Sichtbar wurde aber auch, wie einseitig dieser Kunstbegriff in der heutigen Zeit der neuen Unübersichtlichkeit geworden ist, wie sehr er den Blick auf das Ganze verloren hat und wie strukturkonservativ er ist. Sichtbar wurde auch, daß das von den Künstlern beklagte, entmündigende Element in der Konzeption vorausgesehen und bejaht ist. Kulturpolitik, so Fred Sinowatz, als sinnvolle Fortsetzung der Sozialpolitik.

Tatsächlich ist aus Rolligs Bericht und aus dem selbstgesetzten Anspruch, dem Künstler, der Ideen bringt, in entsprechender Atmosphäre Geld, Rat und Zuspruch zu geben, das Sozialarbeiterische ihrer Tätigkeit sichtbar geworden. Dabei entstehen – so Stella Rollig in einer, wie ich meine, zutreffenden Analyse – letztlich klebrige Abhängigkeitsverhältnisse – das ist das, wovon auch Klara Motter geredet hat – zu den Politikern und den Beamten; deswegen gibt es auch all diese Modelle mit einer Stiftung und so weiter und so fort, ich möchte mich damit nicht länger aufhalten.

Ich möchte jetzt zu den Schlüssen daraus kommen. Ich setze als bekannt voraus, daß in Österreich 15 Milliarden Schilling von den Ländern, Gemeinden, Städten und vom Bund für die Kulturförderung im engeren Sinne ausgegeben werden. Das ist viel! Und ich setze als bekannt voraus, daß in etwa 10 Prozent der zeitgenössischen, jetzt funktionierenden, jetzt erarbeiteten Kunst verbleiben – Zitat Wimmer, ÖKS.

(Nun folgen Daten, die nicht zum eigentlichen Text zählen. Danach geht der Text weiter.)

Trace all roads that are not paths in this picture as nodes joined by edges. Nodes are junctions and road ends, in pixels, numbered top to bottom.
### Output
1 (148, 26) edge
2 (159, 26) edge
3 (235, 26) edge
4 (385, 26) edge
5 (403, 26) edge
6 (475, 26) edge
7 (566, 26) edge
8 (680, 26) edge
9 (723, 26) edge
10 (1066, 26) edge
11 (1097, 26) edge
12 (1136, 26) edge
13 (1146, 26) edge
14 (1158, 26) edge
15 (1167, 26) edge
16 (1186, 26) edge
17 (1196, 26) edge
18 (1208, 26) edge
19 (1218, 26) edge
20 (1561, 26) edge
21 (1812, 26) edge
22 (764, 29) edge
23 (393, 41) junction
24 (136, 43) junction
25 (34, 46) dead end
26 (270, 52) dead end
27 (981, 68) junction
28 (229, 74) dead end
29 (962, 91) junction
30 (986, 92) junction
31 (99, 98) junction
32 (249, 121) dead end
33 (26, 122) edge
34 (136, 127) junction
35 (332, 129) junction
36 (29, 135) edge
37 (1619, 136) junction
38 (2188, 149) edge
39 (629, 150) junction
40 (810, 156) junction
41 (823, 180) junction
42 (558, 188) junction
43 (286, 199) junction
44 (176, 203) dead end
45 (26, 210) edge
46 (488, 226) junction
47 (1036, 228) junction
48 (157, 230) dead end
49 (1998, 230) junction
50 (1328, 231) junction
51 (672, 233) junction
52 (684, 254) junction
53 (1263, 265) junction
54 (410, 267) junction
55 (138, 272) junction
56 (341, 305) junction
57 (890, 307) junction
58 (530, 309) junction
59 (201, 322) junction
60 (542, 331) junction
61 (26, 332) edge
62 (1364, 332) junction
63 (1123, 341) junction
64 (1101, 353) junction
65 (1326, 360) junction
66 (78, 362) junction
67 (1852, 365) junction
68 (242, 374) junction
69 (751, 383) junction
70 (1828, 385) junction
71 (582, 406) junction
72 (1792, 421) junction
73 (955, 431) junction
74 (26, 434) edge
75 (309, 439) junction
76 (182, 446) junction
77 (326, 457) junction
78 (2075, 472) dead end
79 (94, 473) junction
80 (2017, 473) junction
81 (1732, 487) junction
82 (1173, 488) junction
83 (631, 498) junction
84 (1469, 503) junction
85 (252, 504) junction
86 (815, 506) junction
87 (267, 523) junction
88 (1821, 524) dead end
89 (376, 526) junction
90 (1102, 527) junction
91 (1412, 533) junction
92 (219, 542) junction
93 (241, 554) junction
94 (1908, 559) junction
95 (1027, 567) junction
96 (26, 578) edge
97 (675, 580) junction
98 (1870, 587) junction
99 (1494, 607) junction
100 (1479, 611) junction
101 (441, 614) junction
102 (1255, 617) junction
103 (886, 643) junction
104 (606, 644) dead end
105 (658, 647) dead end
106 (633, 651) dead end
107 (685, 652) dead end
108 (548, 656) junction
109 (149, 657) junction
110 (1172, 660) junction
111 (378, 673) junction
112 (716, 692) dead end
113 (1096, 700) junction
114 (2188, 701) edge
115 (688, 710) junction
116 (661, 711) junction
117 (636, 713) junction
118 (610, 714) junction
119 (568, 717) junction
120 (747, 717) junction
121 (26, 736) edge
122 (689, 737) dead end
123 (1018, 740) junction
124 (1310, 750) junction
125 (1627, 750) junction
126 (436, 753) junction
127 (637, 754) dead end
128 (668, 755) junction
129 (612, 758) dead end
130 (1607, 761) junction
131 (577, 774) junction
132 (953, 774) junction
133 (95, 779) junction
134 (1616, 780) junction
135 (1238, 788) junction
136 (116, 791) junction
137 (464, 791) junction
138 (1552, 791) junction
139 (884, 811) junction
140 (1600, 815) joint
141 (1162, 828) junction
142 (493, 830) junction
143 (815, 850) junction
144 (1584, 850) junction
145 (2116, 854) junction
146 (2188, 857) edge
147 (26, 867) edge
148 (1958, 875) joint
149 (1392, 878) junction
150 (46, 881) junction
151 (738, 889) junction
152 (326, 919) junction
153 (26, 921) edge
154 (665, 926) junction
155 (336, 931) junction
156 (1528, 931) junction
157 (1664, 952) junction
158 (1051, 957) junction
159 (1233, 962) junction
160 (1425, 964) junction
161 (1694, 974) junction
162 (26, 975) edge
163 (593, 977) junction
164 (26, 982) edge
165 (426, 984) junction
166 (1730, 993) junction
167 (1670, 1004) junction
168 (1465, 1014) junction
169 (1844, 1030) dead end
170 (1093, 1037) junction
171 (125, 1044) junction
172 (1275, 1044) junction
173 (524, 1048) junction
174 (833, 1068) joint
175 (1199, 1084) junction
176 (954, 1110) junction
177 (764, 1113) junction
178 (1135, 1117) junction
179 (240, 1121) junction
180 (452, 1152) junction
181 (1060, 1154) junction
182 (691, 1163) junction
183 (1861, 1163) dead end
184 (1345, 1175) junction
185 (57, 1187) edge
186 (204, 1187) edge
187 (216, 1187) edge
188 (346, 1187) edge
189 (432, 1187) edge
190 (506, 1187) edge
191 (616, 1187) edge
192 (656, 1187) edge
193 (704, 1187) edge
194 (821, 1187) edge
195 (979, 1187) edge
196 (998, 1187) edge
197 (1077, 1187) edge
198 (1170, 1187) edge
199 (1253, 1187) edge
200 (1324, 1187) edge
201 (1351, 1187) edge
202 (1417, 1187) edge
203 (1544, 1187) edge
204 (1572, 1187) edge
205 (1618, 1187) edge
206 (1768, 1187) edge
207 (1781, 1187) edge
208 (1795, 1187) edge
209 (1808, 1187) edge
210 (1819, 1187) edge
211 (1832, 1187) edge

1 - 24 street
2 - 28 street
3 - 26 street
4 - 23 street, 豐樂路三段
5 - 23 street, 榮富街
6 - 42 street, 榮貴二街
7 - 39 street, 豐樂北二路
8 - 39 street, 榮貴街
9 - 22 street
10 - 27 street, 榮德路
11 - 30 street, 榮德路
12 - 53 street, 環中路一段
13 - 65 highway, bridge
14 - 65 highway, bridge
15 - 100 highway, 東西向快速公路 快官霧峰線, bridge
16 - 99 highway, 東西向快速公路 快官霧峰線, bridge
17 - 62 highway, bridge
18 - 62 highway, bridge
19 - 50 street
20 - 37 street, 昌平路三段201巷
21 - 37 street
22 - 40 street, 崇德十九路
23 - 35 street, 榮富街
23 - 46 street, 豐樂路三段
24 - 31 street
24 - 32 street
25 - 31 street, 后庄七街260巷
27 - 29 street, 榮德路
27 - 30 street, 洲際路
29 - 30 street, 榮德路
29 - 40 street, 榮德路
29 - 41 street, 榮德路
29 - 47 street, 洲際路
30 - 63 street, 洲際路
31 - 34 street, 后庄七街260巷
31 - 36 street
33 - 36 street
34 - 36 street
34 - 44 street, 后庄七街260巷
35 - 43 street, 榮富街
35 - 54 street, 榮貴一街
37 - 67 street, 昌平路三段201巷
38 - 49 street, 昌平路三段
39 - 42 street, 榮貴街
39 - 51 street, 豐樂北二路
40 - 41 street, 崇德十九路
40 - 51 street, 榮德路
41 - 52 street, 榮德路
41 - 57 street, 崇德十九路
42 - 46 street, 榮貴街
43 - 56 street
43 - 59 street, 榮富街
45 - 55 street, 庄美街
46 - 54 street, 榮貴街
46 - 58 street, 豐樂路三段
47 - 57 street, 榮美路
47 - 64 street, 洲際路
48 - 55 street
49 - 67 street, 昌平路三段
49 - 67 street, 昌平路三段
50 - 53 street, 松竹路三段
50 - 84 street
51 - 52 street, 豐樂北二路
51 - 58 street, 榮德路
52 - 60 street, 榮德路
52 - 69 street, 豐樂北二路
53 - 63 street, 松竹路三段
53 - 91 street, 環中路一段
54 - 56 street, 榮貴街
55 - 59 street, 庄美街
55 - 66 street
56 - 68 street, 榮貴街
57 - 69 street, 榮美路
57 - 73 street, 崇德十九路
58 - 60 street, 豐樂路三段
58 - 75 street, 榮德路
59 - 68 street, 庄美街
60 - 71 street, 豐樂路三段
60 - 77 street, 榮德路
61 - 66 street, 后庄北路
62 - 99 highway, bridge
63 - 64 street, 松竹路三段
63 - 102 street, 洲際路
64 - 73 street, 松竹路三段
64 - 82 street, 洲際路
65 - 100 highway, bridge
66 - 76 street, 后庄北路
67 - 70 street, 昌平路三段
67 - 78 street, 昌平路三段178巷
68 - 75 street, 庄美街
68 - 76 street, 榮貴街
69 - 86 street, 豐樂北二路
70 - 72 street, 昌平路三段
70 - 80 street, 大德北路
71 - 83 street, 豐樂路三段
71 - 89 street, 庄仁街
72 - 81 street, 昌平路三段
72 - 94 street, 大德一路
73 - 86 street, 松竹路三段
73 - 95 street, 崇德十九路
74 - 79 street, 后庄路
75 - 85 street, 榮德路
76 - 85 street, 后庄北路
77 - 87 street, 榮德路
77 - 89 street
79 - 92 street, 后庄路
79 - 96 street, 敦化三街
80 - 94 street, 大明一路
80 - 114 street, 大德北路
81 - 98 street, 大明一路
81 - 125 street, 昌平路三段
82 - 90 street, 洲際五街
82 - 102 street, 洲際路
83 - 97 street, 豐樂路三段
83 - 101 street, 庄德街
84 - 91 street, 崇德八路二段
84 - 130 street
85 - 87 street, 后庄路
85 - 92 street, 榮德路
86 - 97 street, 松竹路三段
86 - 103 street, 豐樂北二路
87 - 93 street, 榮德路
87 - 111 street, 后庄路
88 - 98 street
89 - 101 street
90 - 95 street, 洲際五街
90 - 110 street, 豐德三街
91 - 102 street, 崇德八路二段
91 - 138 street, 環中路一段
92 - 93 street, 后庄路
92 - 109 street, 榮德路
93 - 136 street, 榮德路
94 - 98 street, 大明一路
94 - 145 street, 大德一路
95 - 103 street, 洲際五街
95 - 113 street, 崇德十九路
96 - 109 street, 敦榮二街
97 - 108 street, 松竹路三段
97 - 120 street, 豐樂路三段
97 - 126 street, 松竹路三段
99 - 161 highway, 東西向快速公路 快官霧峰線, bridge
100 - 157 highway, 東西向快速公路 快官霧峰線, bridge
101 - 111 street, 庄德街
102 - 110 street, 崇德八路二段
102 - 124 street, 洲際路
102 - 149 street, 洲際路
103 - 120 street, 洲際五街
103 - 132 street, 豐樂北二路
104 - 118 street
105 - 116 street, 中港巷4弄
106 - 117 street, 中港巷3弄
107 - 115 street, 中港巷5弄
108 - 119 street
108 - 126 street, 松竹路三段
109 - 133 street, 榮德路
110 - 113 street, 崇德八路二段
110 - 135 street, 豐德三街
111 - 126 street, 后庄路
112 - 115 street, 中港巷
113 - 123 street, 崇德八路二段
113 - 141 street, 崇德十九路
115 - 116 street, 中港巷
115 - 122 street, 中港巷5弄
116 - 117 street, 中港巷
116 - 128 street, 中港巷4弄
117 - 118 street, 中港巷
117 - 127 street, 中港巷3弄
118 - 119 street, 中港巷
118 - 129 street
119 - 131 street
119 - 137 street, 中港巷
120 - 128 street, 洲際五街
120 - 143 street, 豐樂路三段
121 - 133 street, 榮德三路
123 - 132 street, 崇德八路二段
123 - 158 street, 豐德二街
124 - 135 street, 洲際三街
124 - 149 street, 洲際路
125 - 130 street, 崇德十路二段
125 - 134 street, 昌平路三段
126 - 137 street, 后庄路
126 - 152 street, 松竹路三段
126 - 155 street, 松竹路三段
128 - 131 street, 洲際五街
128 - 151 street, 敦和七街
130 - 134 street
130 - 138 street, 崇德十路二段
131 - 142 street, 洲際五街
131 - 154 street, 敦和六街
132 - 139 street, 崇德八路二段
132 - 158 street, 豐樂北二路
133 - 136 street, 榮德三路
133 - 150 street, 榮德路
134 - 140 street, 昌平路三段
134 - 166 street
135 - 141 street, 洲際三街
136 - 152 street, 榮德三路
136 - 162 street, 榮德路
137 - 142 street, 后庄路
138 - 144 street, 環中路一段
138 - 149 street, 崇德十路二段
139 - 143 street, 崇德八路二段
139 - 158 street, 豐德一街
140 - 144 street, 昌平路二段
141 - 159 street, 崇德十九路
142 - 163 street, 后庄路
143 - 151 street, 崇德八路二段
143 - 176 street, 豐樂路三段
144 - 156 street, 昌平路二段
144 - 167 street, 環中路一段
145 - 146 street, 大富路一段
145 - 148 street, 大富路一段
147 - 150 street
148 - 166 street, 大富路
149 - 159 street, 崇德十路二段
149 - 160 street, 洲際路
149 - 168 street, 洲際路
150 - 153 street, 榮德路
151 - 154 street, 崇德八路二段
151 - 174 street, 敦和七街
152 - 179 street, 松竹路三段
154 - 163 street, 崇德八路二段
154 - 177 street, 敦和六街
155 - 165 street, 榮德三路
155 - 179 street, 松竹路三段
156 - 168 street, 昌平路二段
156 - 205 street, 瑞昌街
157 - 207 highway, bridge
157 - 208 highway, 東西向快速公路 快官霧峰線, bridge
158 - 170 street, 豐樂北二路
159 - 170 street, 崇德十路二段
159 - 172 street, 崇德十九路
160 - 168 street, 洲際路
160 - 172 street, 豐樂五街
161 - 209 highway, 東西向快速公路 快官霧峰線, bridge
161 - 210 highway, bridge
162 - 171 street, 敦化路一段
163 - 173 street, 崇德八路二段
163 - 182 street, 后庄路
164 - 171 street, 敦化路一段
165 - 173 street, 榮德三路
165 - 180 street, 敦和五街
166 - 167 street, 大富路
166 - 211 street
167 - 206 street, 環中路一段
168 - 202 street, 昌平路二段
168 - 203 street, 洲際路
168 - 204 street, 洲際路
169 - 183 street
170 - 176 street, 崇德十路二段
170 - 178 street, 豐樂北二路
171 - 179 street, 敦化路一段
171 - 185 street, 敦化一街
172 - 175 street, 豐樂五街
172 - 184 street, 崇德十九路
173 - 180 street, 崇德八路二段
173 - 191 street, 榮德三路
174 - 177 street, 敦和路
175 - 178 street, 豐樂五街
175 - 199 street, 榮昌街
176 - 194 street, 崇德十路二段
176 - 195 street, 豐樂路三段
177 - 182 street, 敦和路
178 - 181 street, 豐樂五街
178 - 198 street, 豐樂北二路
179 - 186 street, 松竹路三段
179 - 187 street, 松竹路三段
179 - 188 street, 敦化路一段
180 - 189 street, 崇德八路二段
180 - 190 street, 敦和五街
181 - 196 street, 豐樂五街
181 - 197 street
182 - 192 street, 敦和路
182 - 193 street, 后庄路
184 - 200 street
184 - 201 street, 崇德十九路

Ich möchte Sie darüber informieren, daß unser Leistungsbilanzdefizit im Bereich der Kultur trotz der hohen Investitionen in diesem Bereich – Einkommen, Ausgaben – 6,7 Milliarden Schilling beträgt, konstant die letzten Jahre, mit einem leichten Anstieg nach oben. Wir sind also im Bereich der Kultur ein Importland! Wir importieren Patente, Lizenzen, Autorenrechte, bildende Kunst, Film, Musik, Hörfunk, TV-Programme, Literatur, Zeitungen, Zeitschriften in einem wesentlich größeren Ausmaß, als wir sie exportieren. Und wenn mir ein ernstzunehmender, extrem informierter und kulturell avancierter Vertreter Österreichs in New York sagt, das Image dieses Landes auf dem kulturellen Sektor wäre noch immer am besten vermittelbar mit "Sound of Music", dann muß es für einen Künstler, der ich bin, erlaubt sein, darüber nachzudenken, ob das, was hier produziert wird, ob die Ideen der Produzenten des Identitätstransfers, des Imagetransfers, des Ideentransfers, des Phantasietransfers, des Selbstbehauptungstransfers, des Innovationstransfers – nennen Sie es, wie Sie wollen –, ob dieses Potential auch genützt wird oder ob unser Förderungssystem, dokumentiert in unserem Kunstbericht, den wir heute diskutieren, mehr die wohlerworbenen Rechte verteidigt anstelle der Produktion von Kunst oder ihrer Vermittlung. (Beifall bei der ÖVP und des Abg. Dr. Krüger. )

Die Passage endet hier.